BECC438b TLR4 agonist supports unique immune response profiles from nasal and muscular DTaP pertussis vaccines in murine challenge models.

The protection afforded by acellular pertussis vaccines wanes over time, and there is a need to develop improved vaccine formulations. Options to improve the vaccines involve the utilization of different adjuvants and administration via different routes. While intramuscular (IM) vaccination provides a robust systemic immune response, intranasal (IN) vaccination theoretically induces a localized immune response within the nasal cavity.
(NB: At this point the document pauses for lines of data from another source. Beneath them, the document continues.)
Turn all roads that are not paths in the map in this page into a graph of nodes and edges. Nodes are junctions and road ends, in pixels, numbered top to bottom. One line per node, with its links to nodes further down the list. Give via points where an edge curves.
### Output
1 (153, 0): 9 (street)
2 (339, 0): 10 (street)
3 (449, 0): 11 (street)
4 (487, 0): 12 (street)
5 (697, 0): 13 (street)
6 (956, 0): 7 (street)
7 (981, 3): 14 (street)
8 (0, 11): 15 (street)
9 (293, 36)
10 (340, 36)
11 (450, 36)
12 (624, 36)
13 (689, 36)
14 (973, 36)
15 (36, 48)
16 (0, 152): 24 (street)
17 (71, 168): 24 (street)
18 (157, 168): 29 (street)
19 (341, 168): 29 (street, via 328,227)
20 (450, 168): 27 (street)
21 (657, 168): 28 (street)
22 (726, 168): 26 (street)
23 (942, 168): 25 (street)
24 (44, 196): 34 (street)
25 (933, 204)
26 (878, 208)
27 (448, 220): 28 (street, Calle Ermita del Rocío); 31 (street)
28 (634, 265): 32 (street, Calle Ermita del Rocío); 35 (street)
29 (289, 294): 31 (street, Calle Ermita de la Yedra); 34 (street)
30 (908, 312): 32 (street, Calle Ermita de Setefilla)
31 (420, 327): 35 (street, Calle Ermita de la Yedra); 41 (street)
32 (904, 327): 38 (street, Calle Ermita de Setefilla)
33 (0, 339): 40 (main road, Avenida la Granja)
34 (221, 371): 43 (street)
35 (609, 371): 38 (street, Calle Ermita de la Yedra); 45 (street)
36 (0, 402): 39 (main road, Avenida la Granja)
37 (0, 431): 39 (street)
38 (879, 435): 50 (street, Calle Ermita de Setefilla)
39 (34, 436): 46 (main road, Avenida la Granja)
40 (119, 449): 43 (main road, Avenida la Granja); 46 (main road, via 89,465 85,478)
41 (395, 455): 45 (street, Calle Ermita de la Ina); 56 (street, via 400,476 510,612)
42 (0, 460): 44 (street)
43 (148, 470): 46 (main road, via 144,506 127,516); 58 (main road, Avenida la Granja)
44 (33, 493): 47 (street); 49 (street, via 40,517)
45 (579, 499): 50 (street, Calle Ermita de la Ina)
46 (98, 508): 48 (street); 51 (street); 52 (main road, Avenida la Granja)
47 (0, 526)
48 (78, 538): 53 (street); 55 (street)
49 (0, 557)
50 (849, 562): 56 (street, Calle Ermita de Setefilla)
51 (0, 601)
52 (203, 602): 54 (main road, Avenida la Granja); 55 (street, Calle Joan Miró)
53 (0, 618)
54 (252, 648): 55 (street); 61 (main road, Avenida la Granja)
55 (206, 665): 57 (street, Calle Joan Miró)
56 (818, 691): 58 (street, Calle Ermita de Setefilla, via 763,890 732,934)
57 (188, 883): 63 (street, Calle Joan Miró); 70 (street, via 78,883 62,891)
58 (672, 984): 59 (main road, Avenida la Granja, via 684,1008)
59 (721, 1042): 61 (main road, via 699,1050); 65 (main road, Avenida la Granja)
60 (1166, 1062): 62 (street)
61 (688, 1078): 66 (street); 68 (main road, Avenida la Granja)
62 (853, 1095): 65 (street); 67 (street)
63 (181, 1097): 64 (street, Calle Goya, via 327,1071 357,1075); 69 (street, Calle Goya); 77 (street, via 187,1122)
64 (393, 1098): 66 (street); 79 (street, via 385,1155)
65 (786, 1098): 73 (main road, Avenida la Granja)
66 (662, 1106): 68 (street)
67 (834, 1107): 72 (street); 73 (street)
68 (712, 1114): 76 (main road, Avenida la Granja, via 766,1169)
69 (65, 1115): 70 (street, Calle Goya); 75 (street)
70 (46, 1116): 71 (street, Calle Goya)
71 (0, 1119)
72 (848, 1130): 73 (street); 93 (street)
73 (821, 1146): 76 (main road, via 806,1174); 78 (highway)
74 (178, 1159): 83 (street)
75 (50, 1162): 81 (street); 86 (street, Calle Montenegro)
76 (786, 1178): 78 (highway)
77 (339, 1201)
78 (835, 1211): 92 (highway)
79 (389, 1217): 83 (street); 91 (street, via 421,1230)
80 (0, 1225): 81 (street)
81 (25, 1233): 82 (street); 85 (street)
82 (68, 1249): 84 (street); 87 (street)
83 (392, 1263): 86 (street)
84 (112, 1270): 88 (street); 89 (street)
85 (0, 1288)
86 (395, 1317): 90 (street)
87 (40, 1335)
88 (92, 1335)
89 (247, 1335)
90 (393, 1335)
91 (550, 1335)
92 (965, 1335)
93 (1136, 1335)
In the case of a Bordetella pertussis infection, IN vaccination results in an immune response that is similar to natural infection, which provides the longest duration of protection. Current acellular formulations utilize an alum adjuvant, and antibody levels wane over time. To overcome the current limitations with the acellular vaccine, we incorporated a novel TLR4 agonist, BECC438b, into both IM and IN acellular formulations to determine its ability to protect against infection in a murine airway challenge model. Following immunization and challenge, we observed that DTaP + BECC438b reduced bacterial burden within the lung and trachea for both administration routes when compared with mock-vaccinated and challenged (MVC) mice. Interestingly, IN administration of DTaP + BECC438b induced a Th1-polarized immune response, while IM vaccination polarized toward a Th2 immune response. RNA sequencing analysis of the lung demonstrated that DTaP + BECC438b activates biological pathways similar to natural infection. Additionally, IN administration of DTaP + BECC438b activated the expression of genes involved in a multitude of pathways associated with the immune system. Overall, these data suggest that BECC438b adjuvant and the IN vaccination route can impact efficacy and responses of pertussis vaccines in pre-clinical mouse models.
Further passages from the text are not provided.